Good tutorial on setting up a grid/cluster using fedora

Bill Oliver vendor at billoblog.com
Wed Apr 2 21:34:04 UTC 2014


On Wed, 2 Apr 2014, Greg Woods wrote:

>
> My experience says there isn't. Granted I am not an expert in parallel
> computing, but I work for a supercomputing site. About 15 years ago,
> high performance computing hit the wall with regard to how fast a single
> processor can be. We had CRAY computers that used vector processing;
> that means executing the same instructions on a range of memory words at
> the same time in one instruction cycle. This means that code like
>
> for i = 1,100 do
> a[i]=a[i]*2
> done
>
> would execute at the same speed as "x=x*2" (in this admittedly trivial
> example, you get a factor of 100 speedup).  That was a lot easier to
> program for than multiprocessing, but even that required careful
> attention when writing code so that it would vectorize and get the
> performance boost.
>
> After single processor computing hit the wall, we and every other HPC
> site had to go to parallel processing (modern supercomputers have tens
> of thousands of processors running on thousands of separate nodes). This
> too requires special coding, so that your program will naturally break
> up into separate tasks that can be executed in parallel. That is true
> whether you are talking about using multiple processors on a single
> machine, or spreading a code over multiple systems.
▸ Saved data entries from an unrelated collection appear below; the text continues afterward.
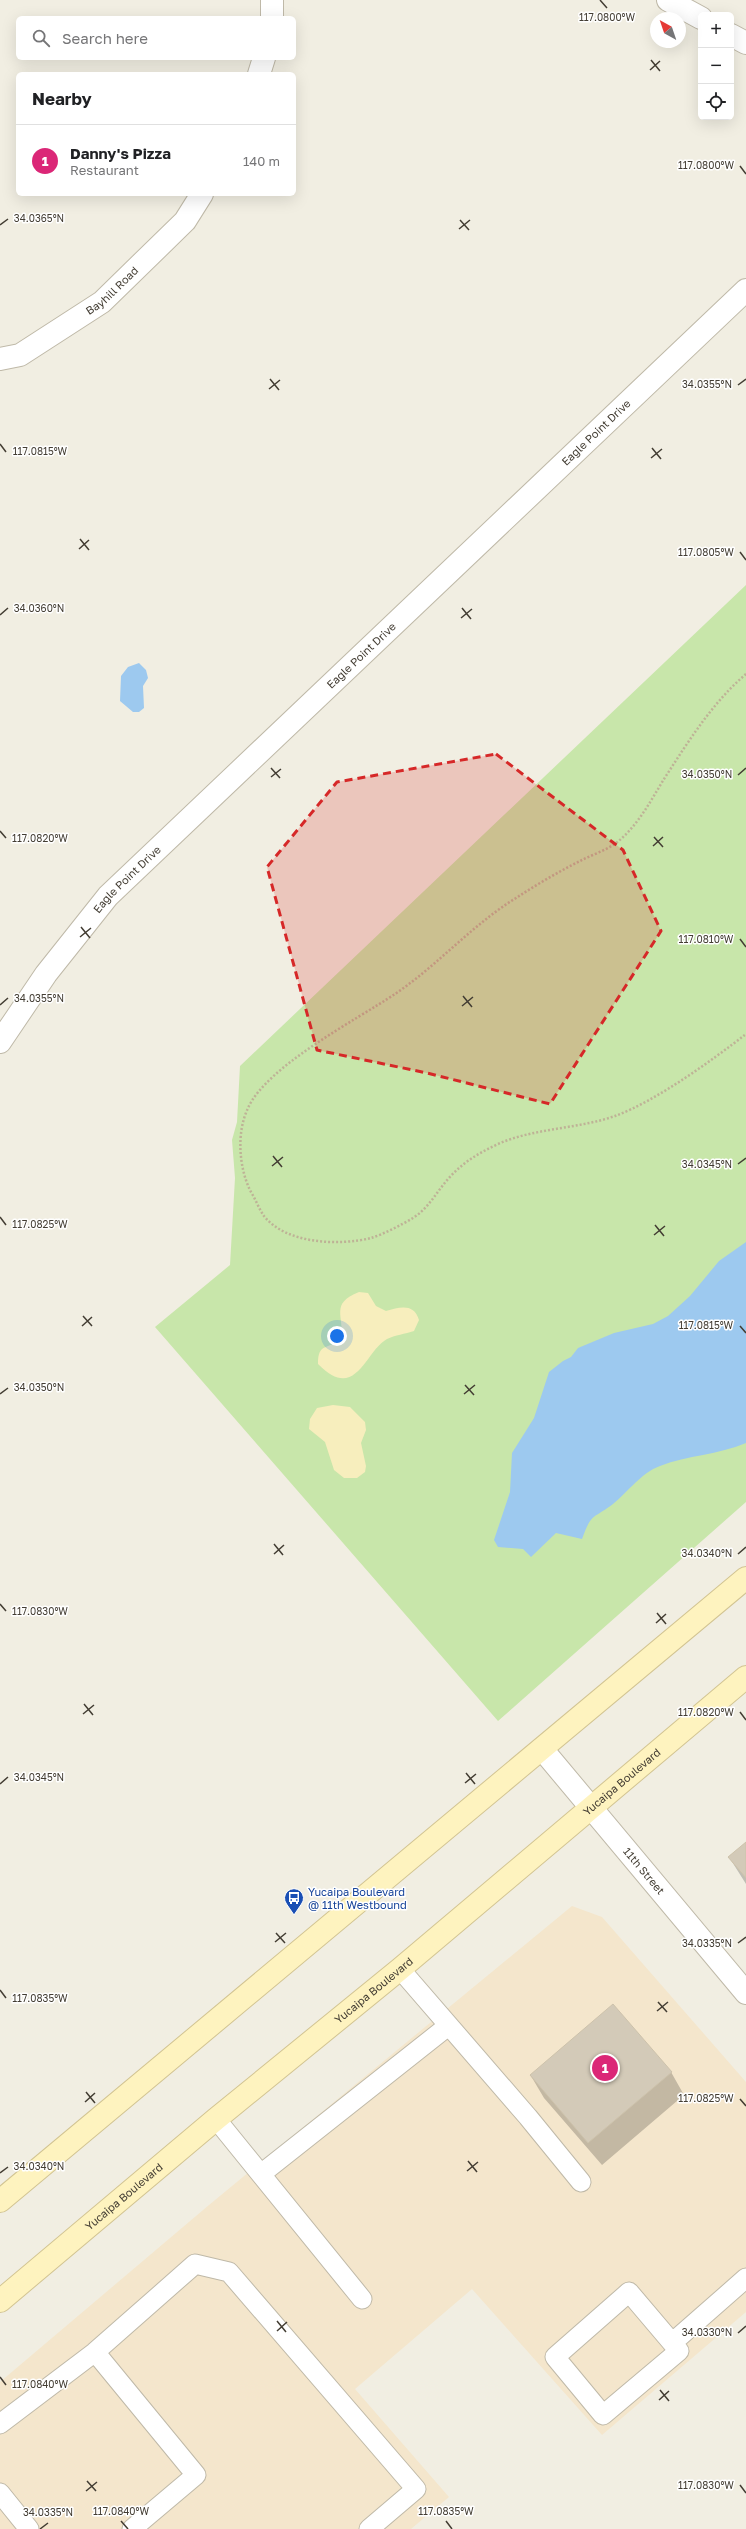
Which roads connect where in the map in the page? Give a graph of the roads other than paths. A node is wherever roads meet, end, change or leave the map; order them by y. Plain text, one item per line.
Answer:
1 (272, 0) edge
2 (668, 0) edge
3 (272, 16) edge
4 (698, 16) edge
5 (734, 37) edge
6 (746, 44) edge
7 (263, 60) edge
8 (260, 72) edge
9 (201, 196) edge
10 (746, 290) edge
11 (0, 359) edge
12 (0, 1042) edge
13 (746, 1578) edge
14 (746, 1678) edge
15 (542, 1749) junction
16 (592, 1806) junction
17 (400, 1969) junction
18 (746, 1993) edge
19 (448, 2026) junction
20 (216, 2119) junction
21 (261, 2174) junction
22 (581, 2182) dead end
23 (0, 2201) edge
24 (746, 2278) edge
25 (362, 2299) dead end
26 (0, 2301) edge
27 (672, 2343) junction
28 (95, 2352) junction
29 (0, 2424) edge
30 (0, 2493) edge
31 (29, 2529) edge
32 (132, 2529) edge
33 (369, 2529) edge

1 - 3 street
2 - 4 street
5 - 6 street
7 - 8 street
9 - 11 street, Bayhill Road
10 - 12 street, Eagle Point Drive
13 - 15 main road
14 - 16 main road, Yucaipa Boulevard
15 - 16 street, 11th Street
15 - 23 main road
16 - 17 main road, Yucaipa Boulevard
16 - 18 street, 11th Street
17 - 19 lane
17 - 20 main road, Yucaipa Boulevard
19 - 21 lane
19 - 22 lane
20 - 21 lane
20 - 26 main road, Yucaipa Boulevard
21 - 25 lane
24 - 27 lane
27 - 27 lane
28 - 29 lane
28 - 32 lane
28 - 33 lane
30 - 31 lane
There are MPI
> libraries to make this task easier, but it is never as simple as "OK,
> now execute this unmodified code five times as fast using five machines
> instead of one".
>
> How difficult it is to parallelize the code depends, as has already been
> said here, on the particular application to be parallelized.
>
> --Greg
>


Right.  A lot of image processing tasks are amenable to parallelization.

Consider an algorithm called "adaptive histogram equalization."  What this does is take:

1) Get a pixel and a small area around it (say the surrounding 100 pixels).

2) Do a contrast enhancement method called "histogram equalization" on that group of pixels.  This will change the value of the pixel in question.  Let's say that this process involves 500 high-level instructions.

3) Move to the next pixel.  Do the same thing.

If you have a 12-megapixel image (say, 11,760,000 pixels), that's 5,880,000,000 instructions.  That 500 instruction block is impossible to parallelize well.  However, each pixel is independent, so you can parallelize the work on each pixel easily.  I remember back in the 80s implementing this on a microVAX GPX II.  It took about 3 hours to do a 512x512 greyscale image by brute force.  Then Henry Fuchs et al. developed the PixelPlanes machine, and Austin et al.  implemented it on that -- it took about 4 seconds.  Even today on my laptop with an i7, a brute-force contrast-limited adaptive histogram equalization on a 10 megapixel image takes a "go get a cup of coffe" time period.  There are, of course, short cuts such as the Pizer-Cromartie algorithm, but they introduce interpolation artifacts.

Of course, that's why we have GPUs now, and most of this stuff is done on the GPU using CUDA.

Oh well, as I said, I remember back in the day trying to build a Beowulf cluster and deciding that it just wasn't worth the effort.  I was hoping that new tools were around to make it easier, with all the new advances in cloud and virtualization, but no such luck, it seems.